Sua maior aflição é que enquanto boa parte da experiência que um whisky proporcionava estava ligada a seu story telling parecia que a Highland Park dizia que tinha um ótimo destilado, mas sem nenhuma emoção. “Mas se você for para Orkney, há muita emoção. É um lugar incrível e diferente de qualquer outro lugar” ele dizia, enquanto pensava em como refletir na embalagem e no marketing a complexidade do whisky.

Ele tomou para si a missão de trazer uma personalidade mais forte para o Highland Park.

A resposta veio quando assumiu novamente a marca depois de um tempo trabalhando com outro whisky do Grupo Edrington: “Percebi que o que sustenta toda a ilha é sua herança nórdica. Os descendentes modernos dos vikings estão fazendo nosso whisky e uma em cada três pessoas aqui tem DNA escandinavo”.

Nascia assim, em 2012, o single malt de Orkney com alma viking.

Em 2017 a linha normal da destilaria ganhou roupas e nomes novos e abraçaram de vez a imagem dos bárbaros que assolavam a Europa.

Mas enquanto uma lenda parecia nascer, outra começou a morrer.

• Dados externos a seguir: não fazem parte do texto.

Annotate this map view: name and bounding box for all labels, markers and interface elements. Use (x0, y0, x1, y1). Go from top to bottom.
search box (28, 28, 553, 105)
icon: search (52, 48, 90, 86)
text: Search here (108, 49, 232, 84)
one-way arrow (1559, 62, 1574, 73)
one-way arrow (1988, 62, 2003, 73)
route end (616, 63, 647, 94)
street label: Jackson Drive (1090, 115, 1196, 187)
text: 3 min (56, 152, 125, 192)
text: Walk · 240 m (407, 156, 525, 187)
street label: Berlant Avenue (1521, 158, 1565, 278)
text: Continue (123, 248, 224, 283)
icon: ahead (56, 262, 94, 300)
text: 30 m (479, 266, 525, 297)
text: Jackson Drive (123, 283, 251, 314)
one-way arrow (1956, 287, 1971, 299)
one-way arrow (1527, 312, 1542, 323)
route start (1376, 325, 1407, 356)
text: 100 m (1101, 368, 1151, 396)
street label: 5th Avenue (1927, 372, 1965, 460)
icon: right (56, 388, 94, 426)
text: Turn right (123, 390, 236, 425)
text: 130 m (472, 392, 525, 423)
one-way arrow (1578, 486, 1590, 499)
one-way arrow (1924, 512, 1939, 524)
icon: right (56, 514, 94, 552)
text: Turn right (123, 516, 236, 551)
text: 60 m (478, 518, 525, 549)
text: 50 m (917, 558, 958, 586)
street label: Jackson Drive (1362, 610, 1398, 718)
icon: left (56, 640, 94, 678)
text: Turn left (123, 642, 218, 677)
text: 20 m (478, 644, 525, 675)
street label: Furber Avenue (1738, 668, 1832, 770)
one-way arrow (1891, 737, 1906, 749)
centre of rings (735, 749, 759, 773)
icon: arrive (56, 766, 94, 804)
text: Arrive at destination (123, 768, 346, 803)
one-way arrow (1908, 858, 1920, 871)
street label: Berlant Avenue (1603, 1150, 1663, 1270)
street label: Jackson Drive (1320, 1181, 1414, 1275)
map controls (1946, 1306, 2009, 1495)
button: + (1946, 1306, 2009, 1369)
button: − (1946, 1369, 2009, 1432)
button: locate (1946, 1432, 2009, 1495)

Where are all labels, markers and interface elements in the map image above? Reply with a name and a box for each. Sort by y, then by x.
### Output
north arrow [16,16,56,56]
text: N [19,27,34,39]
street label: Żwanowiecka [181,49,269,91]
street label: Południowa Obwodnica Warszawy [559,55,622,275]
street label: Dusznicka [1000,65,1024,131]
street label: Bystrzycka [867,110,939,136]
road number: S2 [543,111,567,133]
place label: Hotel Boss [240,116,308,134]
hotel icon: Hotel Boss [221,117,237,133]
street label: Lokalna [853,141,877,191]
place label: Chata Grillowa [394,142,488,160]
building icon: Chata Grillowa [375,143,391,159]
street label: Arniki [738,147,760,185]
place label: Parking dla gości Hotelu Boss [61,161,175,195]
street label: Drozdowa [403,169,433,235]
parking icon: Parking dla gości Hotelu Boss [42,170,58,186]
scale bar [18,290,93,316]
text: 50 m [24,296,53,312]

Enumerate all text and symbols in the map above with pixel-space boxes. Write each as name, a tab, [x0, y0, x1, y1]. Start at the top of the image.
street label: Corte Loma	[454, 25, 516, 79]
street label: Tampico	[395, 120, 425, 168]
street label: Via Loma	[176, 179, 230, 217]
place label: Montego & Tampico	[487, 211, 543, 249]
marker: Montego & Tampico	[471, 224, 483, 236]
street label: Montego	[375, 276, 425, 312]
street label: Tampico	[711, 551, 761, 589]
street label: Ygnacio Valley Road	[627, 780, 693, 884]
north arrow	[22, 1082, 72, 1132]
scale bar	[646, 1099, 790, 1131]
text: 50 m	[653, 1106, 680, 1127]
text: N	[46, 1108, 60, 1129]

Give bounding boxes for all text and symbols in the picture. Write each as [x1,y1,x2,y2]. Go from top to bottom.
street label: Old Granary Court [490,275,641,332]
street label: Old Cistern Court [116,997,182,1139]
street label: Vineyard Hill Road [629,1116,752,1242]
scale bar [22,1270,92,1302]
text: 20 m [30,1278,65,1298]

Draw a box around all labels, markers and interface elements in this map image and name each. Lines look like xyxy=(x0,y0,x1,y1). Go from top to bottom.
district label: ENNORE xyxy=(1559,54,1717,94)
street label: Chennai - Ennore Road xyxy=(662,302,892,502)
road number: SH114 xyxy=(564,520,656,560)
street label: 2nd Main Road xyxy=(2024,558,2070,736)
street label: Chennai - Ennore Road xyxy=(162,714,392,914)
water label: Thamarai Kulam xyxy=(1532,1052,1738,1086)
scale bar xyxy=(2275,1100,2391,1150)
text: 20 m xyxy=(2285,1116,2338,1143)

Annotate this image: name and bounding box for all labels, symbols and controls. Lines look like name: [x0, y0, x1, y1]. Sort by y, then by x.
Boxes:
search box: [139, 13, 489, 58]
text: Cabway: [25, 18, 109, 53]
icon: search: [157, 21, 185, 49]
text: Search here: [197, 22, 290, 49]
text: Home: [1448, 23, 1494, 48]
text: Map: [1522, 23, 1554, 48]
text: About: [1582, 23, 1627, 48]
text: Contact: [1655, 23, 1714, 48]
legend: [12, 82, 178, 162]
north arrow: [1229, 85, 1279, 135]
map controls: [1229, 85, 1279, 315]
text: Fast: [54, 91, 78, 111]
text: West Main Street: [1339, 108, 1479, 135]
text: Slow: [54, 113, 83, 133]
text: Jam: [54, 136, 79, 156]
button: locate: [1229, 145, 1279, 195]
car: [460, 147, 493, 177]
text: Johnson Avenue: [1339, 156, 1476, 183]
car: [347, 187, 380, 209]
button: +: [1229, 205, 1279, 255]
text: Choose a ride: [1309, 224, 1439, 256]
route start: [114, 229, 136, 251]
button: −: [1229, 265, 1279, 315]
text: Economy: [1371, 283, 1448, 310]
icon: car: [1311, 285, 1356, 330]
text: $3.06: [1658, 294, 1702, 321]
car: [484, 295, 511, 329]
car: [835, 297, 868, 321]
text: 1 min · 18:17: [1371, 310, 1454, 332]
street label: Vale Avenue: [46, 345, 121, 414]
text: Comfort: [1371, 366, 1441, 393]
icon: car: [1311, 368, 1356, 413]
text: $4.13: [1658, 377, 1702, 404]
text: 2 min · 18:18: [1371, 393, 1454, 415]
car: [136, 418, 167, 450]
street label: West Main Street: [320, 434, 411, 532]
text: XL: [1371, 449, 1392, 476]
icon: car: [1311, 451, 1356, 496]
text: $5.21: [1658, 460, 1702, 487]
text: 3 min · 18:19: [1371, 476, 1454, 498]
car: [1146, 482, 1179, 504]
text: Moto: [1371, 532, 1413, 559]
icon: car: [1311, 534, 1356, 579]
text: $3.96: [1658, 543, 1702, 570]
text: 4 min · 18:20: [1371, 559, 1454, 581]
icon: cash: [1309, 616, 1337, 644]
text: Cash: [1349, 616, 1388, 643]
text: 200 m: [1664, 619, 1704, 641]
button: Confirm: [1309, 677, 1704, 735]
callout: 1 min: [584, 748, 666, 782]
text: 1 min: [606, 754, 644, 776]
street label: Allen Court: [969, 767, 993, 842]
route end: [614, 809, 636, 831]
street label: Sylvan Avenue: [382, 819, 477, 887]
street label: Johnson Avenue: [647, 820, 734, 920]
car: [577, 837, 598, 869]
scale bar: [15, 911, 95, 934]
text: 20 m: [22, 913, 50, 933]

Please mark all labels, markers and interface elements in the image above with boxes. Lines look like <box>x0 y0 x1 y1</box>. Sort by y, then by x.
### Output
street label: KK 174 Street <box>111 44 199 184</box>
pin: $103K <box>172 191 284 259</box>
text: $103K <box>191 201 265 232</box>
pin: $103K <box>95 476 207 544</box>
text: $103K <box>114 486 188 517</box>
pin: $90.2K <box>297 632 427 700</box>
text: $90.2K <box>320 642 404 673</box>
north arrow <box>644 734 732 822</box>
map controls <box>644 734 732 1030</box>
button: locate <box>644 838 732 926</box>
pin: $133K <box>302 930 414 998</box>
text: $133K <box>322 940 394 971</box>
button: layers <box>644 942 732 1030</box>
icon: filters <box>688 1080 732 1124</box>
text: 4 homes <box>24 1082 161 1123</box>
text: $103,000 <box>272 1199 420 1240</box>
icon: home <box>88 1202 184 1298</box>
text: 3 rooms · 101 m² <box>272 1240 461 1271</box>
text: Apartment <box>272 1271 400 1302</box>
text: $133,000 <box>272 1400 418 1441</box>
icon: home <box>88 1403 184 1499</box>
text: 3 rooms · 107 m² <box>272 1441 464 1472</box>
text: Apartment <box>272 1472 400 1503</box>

O consenso geral é o que embalagens muito espalhafatosas servem para esconder um whisky medíocre e muitos fãs da marca começaram a reclamar dessa nova versão: “não foi apenas a garrafa que mudou, a qualidade do whisky caiu!”

Claro que essa ideia não é nova, converse com as pessoas que bebem whisky há (muito) mais tempo e vai ouvir coisas como “se nunca bebeu um Laphroaig nos anos 90, nunca vai beber um Laphroaig de verdade”, “a Macallan hoje é uma sombra do que já foi na década de 80” e por ai a fora, como se todos os whiskies hoje fossem versões mais “industrializadas” e mais sem graça de seus antepassados.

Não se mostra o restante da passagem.